Who Is Leopold? (Part 5)

While he was in Paris, Leopold renewed his friendship with Hortense and visited her frequently in her blue boudoir on the Rue Cerutti. On 25 April he wrote to his sister Sophia: ‘The Tsar is going to England, and I am very tempted to make the journey, because there will be a great many festivities. But it would cost too much.’

By then, however, the Tsar had been receiving letters from his sister in London. The proposed marriage between England and Holland was not in Russia’s best interest, but it was clear that England’s Princess Charlotte was more interested in marriage than in her future husband. If she could be introduced to a prince who was handsome, charming and successful, she might at least be induced to think twice about the Hereditary Prince of Orange.

The next time Leopold sat down to write to his favourite sister his plans had changed. The Tsar was taking him in his entourage to London.

Leopold borrowed a carriage from Sophia’s husband, and in return he lent him the castle in Austria which had just been given to him by the grateful Emperor. He visited the best tailors in Paris. He spent so much that when he reached crowded London the only lodgings he could afford were two rooms on the second floor of number 21 Marylebone High Street, which he rented from Mr Hole, who ran a greengrocer’s shop on the ground floor. The simple lodgings were not without advantages, however. When he was not in attendance on the Tsar or out and about in London society, Leopold spent most of his time with Mr Hole’s young housemaid, who was overwhelmed by the handsome Prince and adored the way his eyelids drooped slightly when he bowed.
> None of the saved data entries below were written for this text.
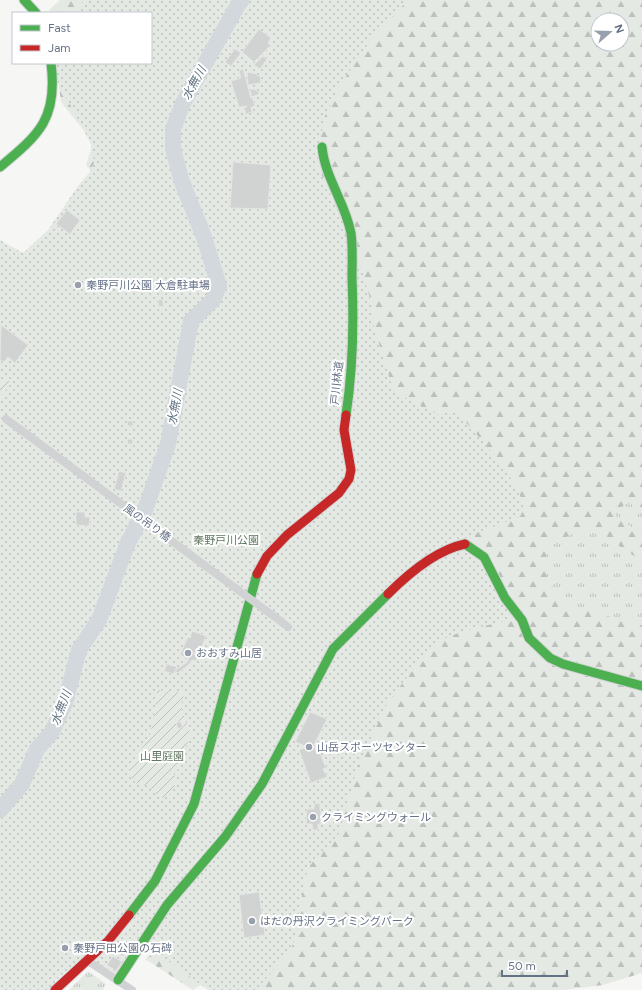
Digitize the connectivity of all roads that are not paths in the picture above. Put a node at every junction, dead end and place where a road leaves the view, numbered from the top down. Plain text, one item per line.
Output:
1 (24, 0) edge
2 (35, 12) edge
3 (51, 64) edge
4 (322, 147) dead end
5 (0, 167) edge
6 (6, 419) dead end
7 (286, 625) dead end
8 (642, 686) edge
9 (88, 961) junction
10 (118, 980) junction
11 (55, 990) edge
12 (132, 990) edge

1 - 2 street
3 - 5 street
4 - 9 street, 戸川林道
6 - 7 street, 風の吊り橋, bridge
8 - 10 street
9 - 10 street
9 - 11 street, 戸川林道
10 - 12 street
In the light of all this, it may not have been a coincidence that Leopold was waiting at the foot of the back stairs when Charlotte left the Grand Duchess’s apartments after saying goodbye to her; it may be that the Tsar was only testing her when he asked her to make peace with the young Prince of Orange. Certainly his dismissive sneer at ‘a Mister Whitbread’ was disingenuous. The liberal Tsar was in sympathy with the Whigs. He had received Samuel Whitbread at the Pulteney Hotel; and he had angered the Regent by greeting him warmly at a reception.

A few days after the Tsar left London, Leopold wrote significantly to his eldest brother:

The Tsar has given me permission to stay here as long as it suits me. I only decided to do so after much hesitation, and after certain very singular events made me glimpse the possibility, even the probability, of realising the project we spoke of in Paris. My chances are, alas, very poor, because of the father’s opposition, and he will never give his consent. But I have resolved to go on to the end, and only to leave when all my hopes have been destroyed…

By then Leopold had visited Charlotte. He left a state concert before it ended and went round to Warwick House wearing his full dress uniform. While he was there, Mercer arrived. She was delighted by the surprise. She already knew the Prince and she approved of him. For her, this was much more the sort of prince who ought to be courting the future Queen of England.

After that, more often than not, when Charlotte and Miss Knight took the air in Hyde Park, Leopold just happened to be there as well. Each time the Princess acknowledged him with a nod, and each time, in response, the Prince trotted up to her carriage and rode beside her for a while.